Venus Revisited

New Missions aim to unravel the mysteries of how the planet’s scorching surface and violent clouds came to be. 

The first spaceship to pull into Venus orbit in nearly a decade arrived in December 2015, hailing from Japan. Akatsuki was five years late for its rendezvous, but Venus has gotten used to waiting. The European Space Agency’s Venus Express had visited the thickly shrouded world in April 2006, and that was the first mission to Venus since NASA’s Magellan arrived in 1990. Named for the Roman goddess of love, Venus wasn’t feeling much of that from space agencies on Earth. Our planet’s more favored neighbor, Mars, had hosted roughly a dozen visitors in the same period.

“Venus exploration is behind schedule,” said David Grinspoon, senior scientist at the Planetary Science Institute in Washington, D.C. and author of the book Venus Revealed. “Our understanding of Venus is about the same as it was Mars in the 1970s.”

Some [planetary scientists are trying to change that. For years, Venus lost out to Mars because of the tantalizing possibility of finding life on the red planet. Yet in some respects, Venus is more similar to Earth than Mars is, and our inner neighbor might have much to tell us about our past, our future, and even current exoplanets.

Venus wasn’t always so unloved. From 1960 to 1984, some 37 spacecraft investigated Venus — nearly as many as Mars up to that point. The USSR’s Venera and Vega programs resulted in no less than 18 orbiters and landers (though not all missions were successful) and the U.S. added five spacecraft.
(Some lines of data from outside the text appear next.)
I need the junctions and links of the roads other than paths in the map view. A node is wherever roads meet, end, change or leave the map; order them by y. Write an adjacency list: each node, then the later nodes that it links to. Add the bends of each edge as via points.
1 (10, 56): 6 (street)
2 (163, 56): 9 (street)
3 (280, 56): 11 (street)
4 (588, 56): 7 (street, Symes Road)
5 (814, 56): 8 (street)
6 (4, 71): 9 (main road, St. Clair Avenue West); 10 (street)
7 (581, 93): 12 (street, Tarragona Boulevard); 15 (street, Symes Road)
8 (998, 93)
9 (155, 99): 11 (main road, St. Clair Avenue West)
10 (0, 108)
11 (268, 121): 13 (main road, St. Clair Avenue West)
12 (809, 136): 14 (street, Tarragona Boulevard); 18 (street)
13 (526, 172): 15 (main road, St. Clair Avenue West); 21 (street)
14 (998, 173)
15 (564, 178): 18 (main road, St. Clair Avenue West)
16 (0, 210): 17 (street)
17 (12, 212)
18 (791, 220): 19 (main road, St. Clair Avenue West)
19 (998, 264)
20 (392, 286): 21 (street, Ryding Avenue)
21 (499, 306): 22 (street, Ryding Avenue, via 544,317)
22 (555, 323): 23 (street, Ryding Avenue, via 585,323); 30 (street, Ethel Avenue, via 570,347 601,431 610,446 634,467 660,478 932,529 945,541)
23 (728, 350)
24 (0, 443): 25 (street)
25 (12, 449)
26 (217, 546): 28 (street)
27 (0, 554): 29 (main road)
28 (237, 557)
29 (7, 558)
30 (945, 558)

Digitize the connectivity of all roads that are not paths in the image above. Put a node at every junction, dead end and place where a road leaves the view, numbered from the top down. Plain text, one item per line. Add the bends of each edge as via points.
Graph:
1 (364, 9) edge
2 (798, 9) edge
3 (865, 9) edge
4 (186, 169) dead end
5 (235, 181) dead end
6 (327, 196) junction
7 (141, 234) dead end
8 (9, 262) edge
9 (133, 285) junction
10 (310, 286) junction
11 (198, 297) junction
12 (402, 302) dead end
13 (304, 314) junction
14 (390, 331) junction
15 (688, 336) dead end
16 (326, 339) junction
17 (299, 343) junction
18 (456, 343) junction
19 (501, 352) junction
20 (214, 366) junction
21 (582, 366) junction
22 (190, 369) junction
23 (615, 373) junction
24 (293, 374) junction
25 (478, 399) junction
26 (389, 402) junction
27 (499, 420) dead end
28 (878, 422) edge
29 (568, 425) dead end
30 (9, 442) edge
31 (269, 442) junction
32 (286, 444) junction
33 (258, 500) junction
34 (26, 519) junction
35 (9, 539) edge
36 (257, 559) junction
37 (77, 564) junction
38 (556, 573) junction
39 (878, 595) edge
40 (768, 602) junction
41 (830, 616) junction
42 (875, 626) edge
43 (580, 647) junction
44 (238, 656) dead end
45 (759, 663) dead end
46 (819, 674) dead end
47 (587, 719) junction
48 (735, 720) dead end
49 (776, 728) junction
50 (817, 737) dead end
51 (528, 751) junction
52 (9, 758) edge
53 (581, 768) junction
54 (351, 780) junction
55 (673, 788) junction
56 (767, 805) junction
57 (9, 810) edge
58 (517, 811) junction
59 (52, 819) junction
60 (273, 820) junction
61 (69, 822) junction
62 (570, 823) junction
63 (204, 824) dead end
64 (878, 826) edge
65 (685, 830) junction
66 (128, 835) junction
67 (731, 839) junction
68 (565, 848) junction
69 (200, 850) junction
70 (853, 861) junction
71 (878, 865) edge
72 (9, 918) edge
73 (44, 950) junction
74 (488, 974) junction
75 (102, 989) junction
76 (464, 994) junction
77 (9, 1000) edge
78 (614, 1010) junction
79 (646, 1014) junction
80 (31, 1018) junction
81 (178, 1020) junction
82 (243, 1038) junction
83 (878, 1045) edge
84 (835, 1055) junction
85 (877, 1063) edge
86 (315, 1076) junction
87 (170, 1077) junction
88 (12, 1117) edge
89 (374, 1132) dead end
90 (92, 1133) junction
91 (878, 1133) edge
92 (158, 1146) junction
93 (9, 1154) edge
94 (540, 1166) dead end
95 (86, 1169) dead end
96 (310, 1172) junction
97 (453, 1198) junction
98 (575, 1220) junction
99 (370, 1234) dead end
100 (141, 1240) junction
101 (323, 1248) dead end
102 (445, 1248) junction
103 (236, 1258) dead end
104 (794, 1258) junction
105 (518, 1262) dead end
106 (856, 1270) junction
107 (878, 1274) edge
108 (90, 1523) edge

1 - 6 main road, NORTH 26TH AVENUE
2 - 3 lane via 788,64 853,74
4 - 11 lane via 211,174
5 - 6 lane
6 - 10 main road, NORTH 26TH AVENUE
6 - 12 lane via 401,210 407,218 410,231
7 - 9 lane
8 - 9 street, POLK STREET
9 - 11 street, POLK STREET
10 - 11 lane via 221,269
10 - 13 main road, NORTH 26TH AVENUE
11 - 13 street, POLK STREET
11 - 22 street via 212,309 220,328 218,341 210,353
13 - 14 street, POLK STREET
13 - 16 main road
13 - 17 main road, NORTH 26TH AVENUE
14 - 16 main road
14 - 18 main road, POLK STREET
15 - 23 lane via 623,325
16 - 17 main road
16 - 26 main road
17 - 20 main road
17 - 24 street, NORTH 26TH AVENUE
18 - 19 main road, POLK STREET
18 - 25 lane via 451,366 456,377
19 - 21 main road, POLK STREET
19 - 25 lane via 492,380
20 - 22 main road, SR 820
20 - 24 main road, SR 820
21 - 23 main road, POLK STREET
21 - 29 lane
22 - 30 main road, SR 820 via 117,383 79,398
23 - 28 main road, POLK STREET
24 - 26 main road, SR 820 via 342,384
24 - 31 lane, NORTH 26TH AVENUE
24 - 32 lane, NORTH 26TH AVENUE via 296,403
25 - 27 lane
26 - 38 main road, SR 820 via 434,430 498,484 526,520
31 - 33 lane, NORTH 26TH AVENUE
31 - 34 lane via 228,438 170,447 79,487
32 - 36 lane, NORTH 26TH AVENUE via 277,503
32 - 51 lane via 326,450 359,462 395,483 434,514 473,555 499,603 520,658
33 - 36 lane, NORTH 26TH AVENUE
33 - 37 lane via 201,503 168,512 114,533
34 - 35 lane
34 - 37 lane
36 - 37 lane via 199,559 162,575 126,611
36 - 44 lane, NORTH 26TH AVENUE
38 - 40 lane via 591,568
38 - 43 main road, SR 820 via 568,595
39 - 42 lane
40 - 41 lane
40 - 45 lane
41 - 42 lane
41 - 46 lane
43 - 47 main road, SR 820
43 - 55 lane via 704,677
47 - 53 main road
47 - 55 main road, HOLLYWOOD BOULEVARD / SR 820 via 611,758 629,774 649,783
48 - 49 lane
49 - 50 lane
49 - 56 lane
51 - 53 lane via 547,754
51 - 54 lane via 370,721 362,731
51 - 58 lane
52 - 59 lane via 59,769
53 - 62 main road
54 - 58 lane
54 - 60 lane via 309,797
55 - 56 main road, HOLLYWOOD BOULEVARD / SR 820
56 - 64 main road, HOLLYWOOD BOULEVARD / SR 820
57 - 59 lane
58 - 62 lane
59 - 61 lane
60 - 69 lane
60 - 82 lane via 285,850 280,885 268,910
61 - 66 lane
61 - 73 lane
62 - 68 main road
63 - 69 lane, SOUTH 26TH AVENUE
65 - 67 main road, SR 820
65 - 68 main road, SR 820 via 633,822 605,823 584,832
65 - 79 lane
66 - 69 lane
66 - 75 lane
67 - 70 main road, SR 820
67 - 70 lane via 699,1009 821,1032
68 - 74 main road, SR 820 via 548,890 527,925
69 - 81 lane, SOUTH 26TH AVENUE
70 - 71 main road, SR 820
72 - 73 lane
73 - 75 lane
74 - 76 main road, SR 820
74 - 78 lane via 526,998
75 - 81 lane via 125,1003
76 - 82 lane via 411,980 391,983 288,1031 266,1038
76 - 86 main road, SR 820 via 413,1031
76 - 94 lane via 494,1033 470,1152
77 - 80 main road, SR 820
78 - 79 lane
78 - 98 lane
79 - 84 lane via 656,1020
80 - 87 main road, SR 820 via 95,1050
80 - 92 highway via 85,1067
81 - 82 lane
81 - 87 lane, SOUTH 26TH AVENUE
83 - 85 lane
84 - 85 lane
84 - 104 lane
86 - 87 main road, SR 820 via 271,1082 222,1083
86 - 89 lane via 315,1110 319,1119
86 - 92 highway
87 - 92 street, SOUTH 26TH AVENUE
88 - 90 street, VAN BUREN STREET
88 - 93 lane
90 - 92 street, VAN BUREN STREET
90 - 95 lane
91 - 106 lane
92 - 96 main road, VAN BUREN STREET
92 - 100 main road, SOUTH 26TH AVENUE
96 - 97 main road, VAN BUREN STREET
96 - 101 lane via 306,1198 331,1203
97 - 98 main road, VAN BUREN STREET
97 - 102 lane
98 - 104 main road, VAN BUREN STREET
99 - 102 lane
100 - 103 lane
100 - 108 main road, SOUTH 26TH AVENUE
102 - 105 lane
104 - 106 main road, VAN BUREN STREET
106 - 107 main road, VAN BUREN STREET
Two new NASA missions are in the advanced planning stages, with their fates to be decided this year. Both the ESA and Russian Space Agency have designs on the drawing board. And of course, there’s the current science from Akatsuki finally streaming to Earth. All in all, things are looking up for Venus exploration, and upcoming missions – mostly orbiters but with some plans for landers or craft that will dive into the atmosphere — could answers tfundamental questions that planetary scientists have about Venus and provide hard evidence to nail down their current theories.

The Twin Paradox
Venus is often referred to as a twin of Earth for a reason: the two planets physical properties are nearly identical. “If we found Venus around a sunlike star, [astronomers would] be jumping up and down saying we found another Earth,” says Colin Wilson, deputy project scientist on Venus Express.

How similar are they? Venus has a radius of 3,760 miles (6,051 kilometers) and Earth’s radius is 3,960 miles (6,371km). Venus’ mass is 82 percent that of Earth and surface gravity is 91 percent of the terrestrial norm. The two planet’s densities are also almost identical. That means their bulk composition should be about the same, especially since both planets were formed in the same region of the solar nebula. Their evolution should also have been similar.

But thanks to subtle differences, that didn’t happen. Present-day Earth has liquid water and an atmosphere dominated by nitrogen and oxygen. Argon accounts for nearly 1 percent, but carbon dioxide and other gases exist only in trace amounts. The Venus of today is covered in a dense atmosphere – 90 times more massive than Earth’s — consisting of 97 percent carbon dioxide, with the rest as nitrogen and trace gases. Carbon dioxide a powerful greenhouse gas that keeps surface temperatures average of 864 F (462 C). A visitor to Venus could pour a glass of liquid zinc or lead.

Unlike Earth, Venus’ surface is invisible from above – at least in visible light. It’s covered with highly reflective sulfuric acid clouds that never break. On Venus the sun is a diffuse splotch of brightness, appearing as it does on an overcast day on Earth. That bright patch takes 117 days to cross the sky. Venus takes 243 days to make a complete rotation – longer than the planet’s year, which is 225 days. The daylight period is shortened slightly because the planet rotates retrograde – the Sun rises in the west. The slow rotation also means Venus lacks a magnetic field of any significance.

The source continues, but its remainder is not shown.